Both my blogging colleagues are touching on instances where they've encountered modern gamers attempting to follow older styles of play, but missing the mark by pursuing form over function. Doing things without understanding them - how to actually draw and key a dungeon, and why, or how the point of planning and resource management isn't for the resource part of the game to be the primary challenge, it's to support the actual goal - dungeon exploration balancing time and resources. In both cases you don't have a good game without high quality dungeon - plus a well made map, a good dungeon key with compelling story, and sound procedures for managing the exploration by the players.
I had no idea procedural dungeon exploration was even a gap in the 5E PHB! There's a loose discussion about time intervals and movement, but the book never puts it all together into a coherent example for the new players. Nor is there any sample dungeon in the DMG or an example of actual play. Those were prominent components in those older rule books! The Tower of Zenopus, Koriszegy Keep in Moldvay BX, Bartle's dungeon in the Mentzer Red Box, even the monastery dungeon in the 1E DMG were all prominently featured to transmit how play works. Who can forget Black Dougal's death scene? Those actual play examples demonstrate how the Q&A interaction between the referee and players advance the game state, how a mapper or caller fits into exploration, when do you roll for wander monsters, that kind of stuff. I had no idea any of that was missing in the Fifth. I just carried along working procedures from the old games into 5E and kept trucking. Upon my fresh reading, I did see that the PHB allows characters to explore in a single minute more than older editions would let the players cover in an entire turn (10 minutes).
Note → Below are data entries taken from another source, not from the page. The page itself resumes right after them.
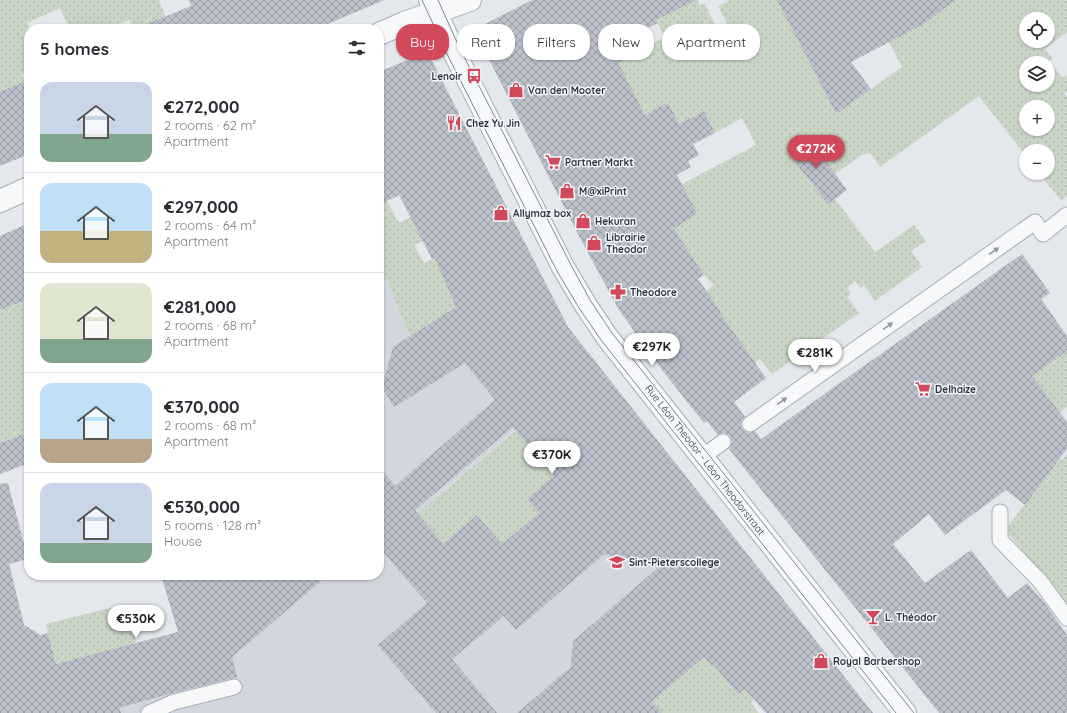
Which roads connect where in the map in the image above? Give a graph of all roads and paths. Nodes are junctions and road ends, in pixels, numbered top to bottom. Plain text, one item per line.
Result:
1 (470, 0) edge
2 (433, 6) edge
3 (384, 32) edge
4 (24, 190) edge
5 (0, 201) edge
6 (1067, 215) edge
7 (750, 424) dead end
8 (723, 442) dead end
9 (702, 457) junction
10 (1000, 512) dead end
11 (1067, 618) edge
12 (234, 687) dead end
13 (149, 713) edge
14 (905, 713) edge

1 - 2 street
2 - 3 street
2 - 9 street, Rue Léon Theodor - Léon Theodorstraat
4 - 5 street
7 -> 6 lane
8 - 9 lane
9 - 14 street, Rue Léon Theodor - Léon Theodorstraat
10 - 11 lane
12 - 13 lane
Apparently none of my players read the PHB and caught that, either.
Why would WOTC omit sample dungeons and examples of play? Maybe they figured 5E players are already players from older editions, or new folks would join existing groups and receive institutional knowledge from their surroundings. Maybe they expected new players to head out to YouTube or Twitch and learn how to run a game there. YouTube is my go-to for learning simple home repairs - repairing drywall, or fixing a leaking faucet. Why not how to build or run a dungeon? Possibly WOTC didn't think it's that important in the modern age - lots of people seem to have eschewed dungeons for scene-based adventures.
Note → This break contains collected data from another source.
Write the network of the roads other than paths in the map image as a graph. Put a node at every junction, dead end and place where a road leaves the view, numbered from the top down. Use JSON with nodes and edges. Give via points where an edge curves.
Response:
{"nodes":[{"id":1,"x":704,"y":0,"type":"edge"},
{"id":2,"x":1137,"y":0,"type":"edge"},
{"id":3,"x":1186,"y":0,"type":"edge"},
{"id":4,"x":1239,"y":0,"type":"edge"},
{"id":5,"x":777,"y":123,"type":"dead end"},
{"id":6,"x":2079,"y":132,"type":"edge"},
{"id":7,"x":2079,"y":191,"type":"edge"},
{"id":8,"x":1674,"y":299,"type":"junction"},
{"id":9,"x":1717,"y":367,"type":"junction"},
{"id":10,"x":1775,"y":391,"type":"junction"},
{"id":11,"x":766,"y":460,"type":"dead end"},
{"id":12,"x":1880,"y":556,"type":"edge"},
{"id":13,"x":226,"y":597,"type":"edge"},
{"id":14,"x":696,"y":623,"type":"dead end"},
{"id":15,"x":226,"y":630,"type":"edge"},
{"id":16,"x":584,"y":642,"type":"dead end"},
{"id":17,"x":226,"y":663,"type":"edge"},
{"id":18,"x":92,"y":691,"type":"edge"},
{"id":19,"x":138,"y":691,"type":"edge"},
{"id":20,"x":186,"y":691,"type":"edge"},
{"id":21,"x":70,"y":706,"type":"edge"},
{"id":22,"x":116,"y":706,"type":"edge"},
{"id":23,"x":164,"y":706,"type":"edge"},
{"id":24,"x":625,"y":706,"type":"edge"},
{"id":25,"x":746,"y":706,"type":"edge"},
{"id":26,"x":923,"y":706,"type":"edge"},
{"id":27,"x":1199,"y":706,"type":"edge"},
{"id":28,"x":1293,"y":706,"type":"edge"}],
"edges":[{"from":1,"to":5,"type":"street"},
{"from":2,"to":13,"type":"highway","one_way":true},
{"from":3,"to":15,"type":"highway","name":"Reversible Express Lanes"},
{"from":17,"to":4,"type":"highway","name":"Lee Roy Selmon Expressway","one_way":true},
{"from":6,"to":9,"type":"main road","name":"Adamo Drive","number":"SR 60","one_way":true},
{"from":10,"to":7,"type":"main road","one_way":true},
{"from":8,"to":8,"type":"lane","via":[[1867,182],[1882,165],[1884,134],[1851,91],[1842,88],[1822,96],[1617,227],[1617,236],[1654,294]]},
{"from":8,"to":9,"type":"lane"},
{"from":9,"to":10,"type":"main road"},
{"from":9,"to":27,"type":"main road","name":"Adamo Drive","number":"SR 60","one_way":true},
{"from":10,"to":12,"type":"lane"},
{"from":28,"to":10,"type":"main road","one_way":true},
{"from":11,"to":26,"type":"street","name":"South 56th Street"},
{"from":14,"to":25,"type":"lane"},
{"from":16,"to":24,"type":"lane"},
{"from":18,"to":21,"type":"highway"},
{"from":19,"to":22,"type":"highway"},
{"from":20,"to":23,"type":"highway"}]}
I would imagine everyone who checks out my blog would have started gaming before 5E, and already have a good grasp on building and running dungeons (or at least exploring them as a player) from an older edition. (If you are that one new person who never played D&D before 5E and happens to see this place, please drop a hello in the comments - and welcome!) But I also see evidence there are segments of newer gamers that don't understand how to finesse the site-based or dungeon exploration format. For instance, referees either love or hate Waterdeep: Dungeon of the Mad Mage, a 23 level megadungeon for 5E. The haters see a giant dungeon, no scenes, no overarching plots, and they're not sure what to do with it. Hard pass - I'm moving on to the next Adventure Path. And no wonder - neither 5E (or the adventure itself) has fully prepared them. Dungeons, especially megadungeons, require more and different from the referee.
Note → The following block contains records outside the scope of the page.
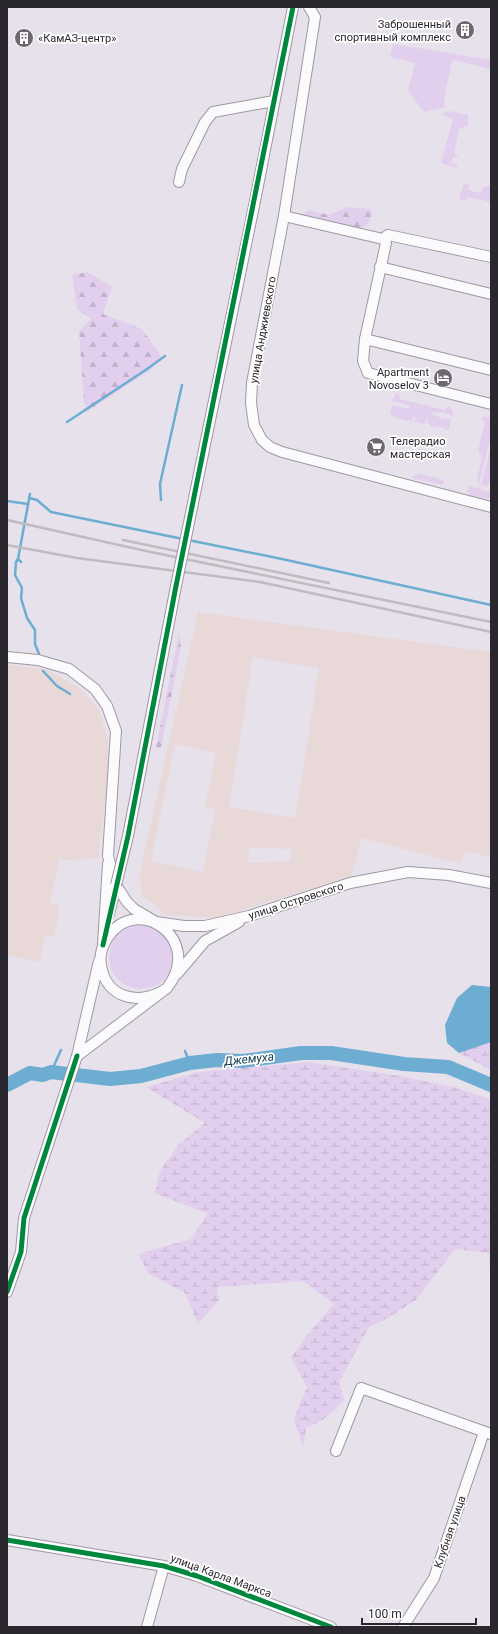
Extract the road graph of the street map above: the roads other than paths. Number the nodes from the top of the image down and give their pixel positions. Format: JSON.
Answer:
{"nodes":[{"id":1,"x":293,"y":7,"type":"edge"},
{"id":2,"x":309,"y":7,"type":"edge"},
{"id":3,"x":274,"y":101,"type":"junction"},
{"id":4,"x":180,"y":182,"type":"dead end"},
{"id":5,"x":284,"y":216,"type":"junction"},
{"id":6,"x":383,"y":239,"type":"junction"},
{"id":7,"x":491,"y":257,"type":"edge"},
{"id":8,"x":380,"y":267,"type":"junction"},
{"id":9,"x":491,"y":294,"type":"edge"},
{"id":10,"x":365,"y":339,"type":"junction"},
{"id":11,"x":491,"y":370,"type":"edge"},
{"id":12,"x":491,"y":404,"type":"edge"},
{"id":13,"x":491,"y":507,"type":"edge"},
{"id":14,"x":7,"y":657,"type":"edge"},
{"id":15,"x":108,"y":856,"type":"junction"},
{"id":16,"x":491,"y":883,"type":"edge"},
{"id":17,"x":116,"y":885,"type":"junction"},
{"id":18,"x":249,"y":916,"type":"junction"},
{"id":19,"x":156,"y":922,"type":"junction"},
{"id":20,"x":102,"y":948,"type":"junction"},
{"id":21,"x":169,"y":985,"type":"junction"},
{"id":22,"x":76,"y":1058,"type":"junction"},
{"id":23,"x":7,"y":1292,"type":"edge"},
{"id":24,"x":488,"y":1433,"type":"edge"},
{"id":25,"x":336,"y":1451,"type":"dead end"},
{"id":26,"x":7,"y":1540,"type":"edge"},
{"id":27,"x":164,"y":1566,"type":"junction"},
{"id":28,"x":147,"y":1627,"type":"edge"},
{"id":29,"x":331,"y":1627,"type":"edge"},
{"id":30,"x":403,"y":1627,"type":"edge"}],
"edges":[{"from":1,"to":3,"type":"street"},
{"from":2,"to":5,"type":"street","name":"улица Анджиевского"},
{"from":3,"to":4,"type":"street"},
{"from":3,"to":17,"type":"street","bridge":true},
{"from":5,"to":6,"type":"street"},
{"from":5,"to":13,"type":"street","name":"улица Анджиевского"},
{"from":6,"to":7,"type":"street"},
{"from":6,"to":8,"type":"street"},
{"from":8,"to":9,"type":"street"},
{"from":8,"to":10,"type":"street"},
{"from":10,"to":11,"type":"street"},
{"from":10,"to":12,"type":"street"},
{"from":14,"to":15,"type":"street"},
{"from":15,"to":17,"type":"street"},
{"from":15,"to":20,"type":"street"},
{"from":16,"to":18,"type":"street","name":"улица Островского"},
{"from":17,"to":19,"type":"street","name":"улица Островского"},
{"from":17,"to":20,"type":"street"},
{"from":18,"to":19,"type":"street","name":"улица Островского"},
{"from":18,"to":21,"type":"street"},
{"from":19,"to":20,"type":"street"},
{"from":19,"to":21,"type":"street"},
{"from":20,"to":21,"type":"street"},
{"from":20,"to":22,"type":"street"},
{"from":21,"to":22,"type":"street"},
{"from":22,"to":23,"type":"street"},
{"from":24,"to":25,"type":"street"},
{"from":24,"to":30,"type":"street","name":"Клубная улица"},
{"from":26,"to":27,"type":"street","name":"улица Карла Маркса"},
{"from":27,"to":28,"type":"street"},
{"from":27,"to":29,"type":"street","name":"улица Карла Маркса"}]}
Anyway, while I'm waxing on old knowledge, here's one that cracked me up - I came across a group of "grognards" who started playing in the old days - you know, during 4th edition! Or maybe 3rd. Out here in the real world, grognard means 1970's D&D, accept no substitutes. (Except the real grognards, the ones that painted the Napoleonic miniatures in the 60's and 70's and used sandtables for their war games, would poke some fun at we roleplayers, I'm sure). Don't take yourself too seriously, I guess is the message.